CXCR5 (CD185 or Burkitt lymphoma receptor 1) is a receptor activated by the chemokine CXCL13. This G-protein coupled receptor (GPCR) is expressed on T-follicular helper cells (Tfh), B cells, and CD4+ T cells in secondary lymphoid organs such as the spleen, lymph nodes, and Peyer's patches. CXCR5 is involved in Tfh cell migration to B cell follicles, where they interact with B cells to initiate the humoral immune response. Aberrant activation of the CXCR5-CXCL13 signalling axis contributes to autoimmune conditions, including multiple sclerosis, systemic lupus erythematosus, and rheumatoid arthritis. The CXCL13:CXCR5 axis is also involved in angioimmunoblastic T-cell lymphoma (AITL). Cancer and normal cells within the tumor microenvironment secrete CXCL13 to contribute to the proliferation and metastasis of these lymphomas. Antagonists of CXCR5 would be potential drug molecules to reduce the severity of cancers and autoimmune diseases.

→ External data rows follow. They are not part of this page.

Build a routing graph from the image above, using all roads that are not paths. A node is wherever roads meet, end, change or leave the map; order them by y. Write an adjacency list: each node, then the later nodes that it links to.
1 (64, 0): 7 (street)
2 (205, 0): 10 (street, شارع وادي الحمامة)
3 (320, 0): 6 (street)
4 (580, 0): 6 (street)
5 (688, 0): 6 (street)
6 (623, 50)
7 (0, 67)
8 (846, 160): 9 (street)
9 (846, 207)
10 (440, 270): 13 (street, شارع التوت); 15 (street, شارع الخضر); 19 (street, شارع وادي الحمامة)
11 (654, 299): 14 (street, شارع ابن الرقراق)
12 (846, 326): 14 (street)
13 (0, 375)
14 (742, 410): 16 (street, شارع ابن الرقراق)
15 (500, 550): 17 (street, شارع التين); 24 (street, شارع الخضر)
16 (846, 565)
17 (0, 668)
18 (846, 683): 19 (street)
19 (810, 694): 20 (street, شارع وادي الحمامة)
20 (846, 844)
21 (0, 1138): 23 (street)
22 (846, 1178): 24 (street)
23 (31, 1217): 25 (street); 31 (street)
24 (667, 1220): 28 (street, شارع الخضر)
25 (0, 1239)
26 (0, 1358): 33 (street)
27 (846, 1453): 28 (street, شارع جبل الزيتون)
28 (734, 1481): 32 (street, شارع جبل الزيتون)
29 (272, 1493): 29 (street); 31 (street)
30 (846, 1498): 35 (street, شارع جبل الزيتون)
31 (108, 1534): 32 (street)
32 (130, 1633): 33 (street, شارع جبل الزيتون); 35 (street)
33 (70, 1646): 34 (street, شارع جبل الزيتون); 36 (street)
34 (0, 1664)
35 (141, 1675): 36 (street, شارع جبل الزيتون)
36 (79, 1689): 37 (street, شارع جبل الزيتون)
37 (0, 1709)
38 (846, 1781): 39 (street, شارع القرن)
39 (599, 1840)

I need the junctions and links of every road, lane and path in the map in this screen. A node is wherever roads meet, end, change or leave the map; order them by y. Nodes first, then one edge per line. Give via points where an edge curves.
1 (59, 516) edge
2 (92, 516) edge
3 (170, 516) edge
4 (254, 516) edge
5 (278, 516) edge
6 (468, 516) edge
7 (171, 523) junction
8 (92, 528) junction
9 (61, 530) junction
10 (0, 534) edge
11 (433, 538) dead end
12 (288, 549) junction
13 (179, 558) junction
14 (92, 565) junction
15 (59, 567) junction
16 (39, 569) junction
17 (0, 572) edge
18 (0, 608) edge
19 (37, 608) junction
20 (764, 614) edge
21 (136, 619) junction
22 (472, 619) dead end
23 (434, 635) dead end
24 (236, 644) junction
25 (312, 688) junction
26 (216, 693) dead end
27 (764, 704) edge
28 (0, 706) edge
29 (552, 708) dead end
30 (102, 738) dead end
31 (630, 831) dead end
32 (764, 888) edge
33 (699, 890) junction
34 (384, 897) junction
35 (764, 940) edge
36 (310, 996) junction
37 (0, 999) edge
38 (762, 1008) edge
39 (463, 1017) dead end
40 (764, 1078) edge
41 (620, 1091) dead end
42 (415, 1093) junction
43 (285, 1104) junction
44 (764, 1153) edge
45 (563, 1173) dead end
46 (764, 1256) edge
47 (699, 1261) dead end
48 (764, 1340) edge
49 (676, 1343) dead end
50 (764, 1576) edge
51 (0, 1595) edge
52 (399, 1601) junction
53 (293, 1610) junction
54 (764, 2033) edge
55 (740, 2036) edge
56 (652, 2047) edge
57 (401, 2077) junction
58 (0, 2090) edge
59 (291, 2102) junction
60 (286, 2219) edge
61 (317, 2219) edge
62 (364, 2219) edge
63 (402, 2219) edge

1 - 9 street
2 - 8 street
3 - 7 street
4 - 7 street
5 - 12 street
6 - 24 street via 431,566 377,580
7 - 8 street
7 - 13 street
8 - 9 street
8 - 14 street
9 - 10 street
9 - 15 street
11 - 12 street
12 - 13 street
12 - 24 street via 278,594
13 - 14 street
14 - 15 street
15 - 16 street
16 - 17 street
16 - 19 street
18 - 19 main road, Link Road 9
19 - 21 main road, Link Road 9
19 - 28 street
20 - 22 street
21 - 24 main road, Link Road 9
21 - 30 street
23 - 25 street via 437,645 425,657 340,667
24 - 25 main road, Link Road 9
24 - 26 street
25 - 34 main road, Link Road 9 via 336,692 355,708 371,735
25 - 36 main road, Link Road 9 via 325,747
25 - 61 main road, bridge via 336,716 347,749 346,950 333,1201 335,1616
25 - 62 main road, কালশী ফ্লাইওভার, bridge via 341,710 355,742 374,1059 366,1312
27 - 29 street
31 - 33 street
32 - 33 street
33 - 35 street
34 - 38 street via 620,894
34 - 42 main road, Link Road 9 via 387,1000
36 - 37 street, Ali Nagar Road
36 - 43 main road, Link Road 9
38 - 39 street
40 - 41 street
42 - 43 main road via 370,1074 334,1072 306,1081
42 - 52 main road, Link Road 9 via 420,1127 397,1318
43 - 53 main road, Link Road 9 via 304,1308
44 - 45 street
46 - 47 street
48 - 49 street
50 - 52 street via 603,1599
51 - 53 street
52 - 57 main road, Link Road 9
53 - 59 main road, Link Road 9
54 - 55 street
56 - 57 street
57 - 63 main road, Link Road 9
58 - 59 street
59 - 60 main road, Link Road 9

Protein engineering can make CXCL13 an effective antagonist by modifying the N-terminal sequence, known to interact with a cavity among transmembrane helices in CXCR5 and induce signaling. About 168,000 variant CXCL13 sequences were expressed by a phage display library, reduced to 98 potential CXCR5 antagonists after assays to identify inhibitors by bioinformatics, and experimentally tested for antagonism. The most potent antagonist will be further validated for its ability to prevent cell migration and cancer cell survival by fusing to IgG and using in CAR T therapy.